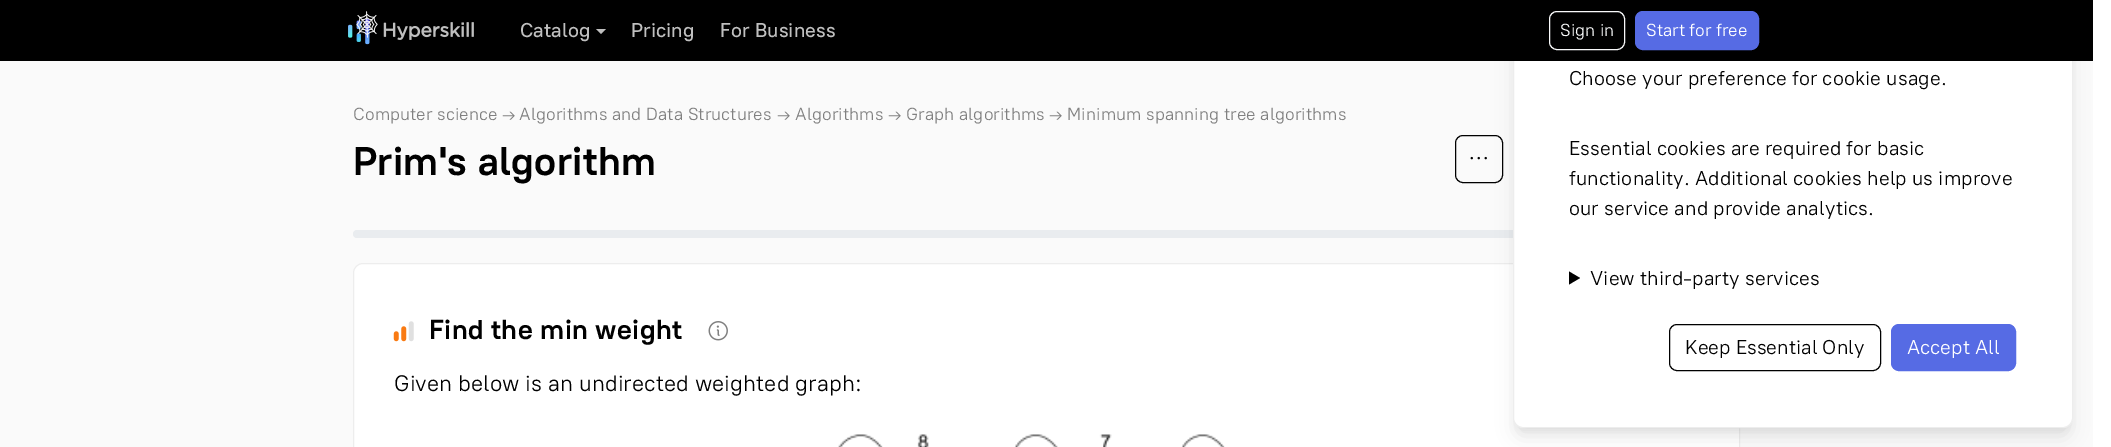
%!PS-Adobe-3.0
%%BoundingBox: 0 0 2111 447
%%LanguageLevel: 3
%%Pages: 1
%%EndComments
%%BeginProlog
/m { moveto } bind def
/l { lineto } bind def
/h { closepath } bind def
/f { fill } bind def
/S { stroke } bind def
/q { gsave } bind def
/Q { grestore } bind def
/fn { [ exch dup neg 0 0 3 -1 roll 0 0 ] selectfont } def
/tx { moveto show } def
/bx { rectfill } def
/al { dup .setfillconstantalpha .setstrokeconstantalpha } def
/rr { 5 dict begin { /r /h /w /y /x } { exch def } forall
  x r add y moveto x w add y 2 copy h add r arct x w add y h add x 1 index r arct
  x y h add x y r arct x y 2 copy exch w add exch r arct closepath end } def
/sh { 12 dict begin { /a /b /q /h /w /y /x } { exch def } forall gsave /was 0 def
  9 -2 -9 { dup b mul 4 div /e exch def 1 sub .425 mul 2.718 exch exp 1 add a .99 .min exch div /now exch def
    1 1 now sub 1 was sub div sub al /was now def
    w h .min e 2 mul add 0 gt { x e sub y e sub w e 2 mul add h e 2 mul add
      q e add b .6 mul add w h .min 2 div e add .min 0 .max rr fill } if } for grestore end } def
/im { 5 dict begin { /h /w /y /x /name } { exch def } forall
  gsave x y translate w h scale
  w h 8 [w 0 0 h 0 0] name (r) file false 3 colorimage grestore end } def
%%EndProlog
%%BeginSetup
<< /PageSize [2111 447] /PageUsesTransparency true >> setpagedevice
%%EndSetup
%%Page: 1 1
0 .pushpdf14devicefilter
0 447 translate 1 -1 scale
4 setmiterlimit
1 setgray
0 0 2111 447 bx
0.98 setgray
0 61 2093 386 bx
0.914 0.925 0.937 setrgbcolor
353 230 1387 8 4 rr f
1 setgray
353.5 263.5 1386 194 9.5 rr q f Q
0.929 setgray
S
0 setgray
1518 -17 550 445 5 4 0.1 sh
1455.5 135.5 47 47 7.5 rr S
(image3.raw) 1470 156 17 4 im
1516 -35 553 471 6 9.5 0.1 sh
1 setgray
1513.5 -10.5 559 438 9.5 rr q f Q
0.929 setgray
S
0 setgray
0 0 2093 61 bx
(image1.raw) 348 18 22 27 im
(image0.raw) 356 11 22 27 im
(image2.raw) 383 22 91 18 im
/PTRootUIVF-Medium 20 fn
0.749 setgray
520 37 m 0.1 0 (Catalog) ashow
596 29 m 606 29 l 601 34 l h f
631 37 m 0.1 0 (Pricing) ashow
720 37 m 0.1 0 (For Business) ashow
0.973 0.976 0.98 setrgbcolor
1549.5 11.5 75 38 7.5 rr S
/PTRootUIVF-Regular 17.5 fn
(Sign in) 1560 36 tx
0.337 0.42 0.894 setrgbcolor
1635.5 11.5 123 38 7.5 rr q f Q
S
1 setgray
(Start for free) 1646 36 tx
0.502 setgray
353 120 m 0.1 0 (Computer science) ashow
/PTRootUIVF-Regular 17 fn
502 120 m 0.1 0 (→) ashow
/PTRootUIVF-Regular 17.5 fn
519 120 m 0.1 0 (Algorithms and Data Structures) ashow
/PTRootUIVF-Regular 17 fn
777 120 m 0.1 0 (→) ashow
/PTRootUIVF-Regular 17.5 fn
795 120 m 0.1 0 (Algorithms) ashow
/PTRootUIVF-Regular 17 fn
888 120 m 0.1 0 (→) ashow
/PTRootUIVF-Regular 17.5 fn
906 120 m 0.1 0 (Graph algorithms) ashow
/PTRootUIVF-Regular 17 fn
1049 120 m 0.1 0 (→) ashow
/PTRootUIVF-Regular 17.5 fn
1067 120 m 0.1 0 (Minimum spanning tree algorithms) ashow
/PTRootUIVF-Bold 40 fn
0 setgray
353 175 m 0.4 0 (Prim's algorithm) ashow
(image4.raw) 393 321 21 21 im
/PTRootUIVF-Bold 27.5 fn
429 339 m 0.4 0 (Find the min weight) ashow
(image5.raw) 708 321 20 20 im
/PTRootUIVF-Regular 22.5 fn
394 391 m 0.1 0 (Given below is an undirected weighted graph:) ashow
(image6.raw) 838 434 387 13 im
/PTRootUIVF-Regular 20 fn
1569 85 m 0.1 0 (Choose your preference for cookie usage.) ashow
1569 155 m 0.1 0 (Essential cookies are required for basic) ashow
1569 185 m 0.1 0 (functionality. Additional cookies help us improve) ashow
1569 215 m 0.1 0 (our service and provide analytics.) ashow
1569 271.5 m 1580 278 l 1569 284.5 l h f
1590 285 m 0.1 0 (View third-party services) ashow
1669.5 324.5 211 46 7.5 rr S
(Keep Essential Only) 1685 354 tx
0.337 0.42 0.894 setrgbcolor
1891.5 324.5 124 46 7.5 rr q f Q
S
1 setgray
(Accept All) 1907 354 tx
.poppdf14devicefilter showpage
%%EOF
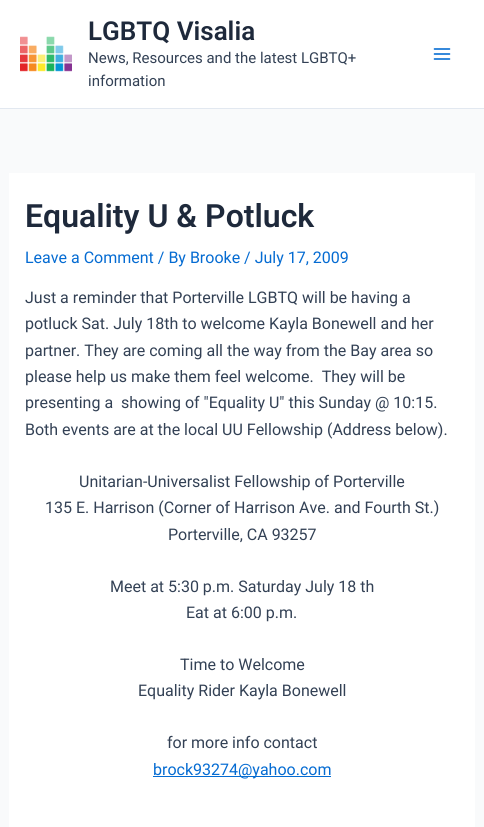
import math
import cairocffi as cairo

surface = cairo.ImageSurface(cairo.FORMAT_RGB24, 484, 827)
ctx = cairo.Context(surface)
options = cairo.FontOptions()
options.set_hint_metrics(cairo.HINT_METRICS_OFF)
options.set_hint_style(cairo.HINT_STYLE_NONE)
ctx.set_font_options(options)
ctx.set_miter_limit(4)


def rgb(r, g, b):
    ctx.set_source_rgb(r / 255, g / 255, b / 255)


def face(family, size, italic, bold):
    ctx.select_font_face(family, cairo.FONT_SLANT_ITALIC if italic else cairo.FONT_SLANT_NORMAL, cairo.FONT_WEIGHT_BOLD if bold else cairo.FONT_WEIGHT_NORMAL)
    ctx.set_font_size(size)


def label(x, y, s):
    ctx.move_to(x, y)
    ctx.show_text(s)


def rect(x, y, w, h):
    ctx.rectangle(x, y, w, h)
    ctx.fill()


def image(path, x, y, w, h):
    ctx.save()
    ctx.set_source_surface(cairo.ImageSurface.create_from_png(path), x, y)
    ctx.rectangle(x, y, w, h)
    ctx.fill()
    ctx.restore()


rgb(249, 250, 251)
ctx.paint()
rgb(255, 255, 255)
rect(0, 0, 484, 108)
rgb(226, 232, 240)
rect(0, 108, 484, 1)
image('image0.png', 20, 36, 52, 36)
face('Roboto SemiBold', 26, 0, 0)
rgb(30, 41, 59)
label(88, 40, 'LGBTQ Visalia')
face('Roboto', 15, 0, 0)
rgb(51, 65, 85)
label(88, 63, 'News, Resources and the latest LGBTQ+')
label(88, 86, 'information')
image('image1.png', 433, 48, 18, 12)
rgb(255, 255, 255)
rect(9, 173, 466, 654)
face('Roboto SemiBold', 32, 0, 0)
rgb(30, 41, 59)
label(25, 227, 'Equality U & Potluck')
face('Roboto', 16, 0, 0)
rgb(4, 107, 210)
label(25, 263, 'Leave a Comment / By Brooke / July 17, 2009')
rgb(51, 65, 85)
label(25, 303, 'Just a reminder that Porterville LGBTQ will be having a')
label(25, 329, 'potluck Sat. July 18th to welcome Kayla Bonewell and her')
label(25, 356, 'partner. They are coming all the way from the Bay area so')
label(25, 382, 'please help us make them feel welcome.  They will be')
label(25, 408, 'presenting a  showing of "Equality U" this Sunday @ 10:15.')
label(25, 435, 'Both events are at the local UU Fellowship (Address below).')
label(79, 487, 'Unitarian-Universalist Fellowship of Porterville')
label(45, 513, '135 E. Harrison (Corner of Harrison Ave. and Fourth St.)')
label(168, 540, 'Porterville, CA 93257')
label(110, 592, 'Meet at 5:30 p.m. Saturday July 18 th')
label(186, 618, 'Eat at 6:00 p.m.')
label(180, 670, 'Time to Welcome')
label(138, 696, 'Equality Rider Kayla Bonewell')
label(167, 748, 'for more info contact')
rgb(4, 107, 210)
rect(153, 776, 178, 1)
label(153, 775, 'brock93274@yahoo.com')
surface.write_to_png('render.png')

○ ○ ○ ○ ○

Task to carry out: All lines in the data above from the one with "<< /PageSize [2111" through the one with "0 447 translate 1 -1 scale" must be repeated exactly, and no others.

Result of the exercise:
<< /PageSize [2111 447] /PageUsesTransparency true >> setpagedevice
%%EndSetup
%%Page: 1 1
0 .pushpdf14devicefilter
0 447 translate 1 -1 scale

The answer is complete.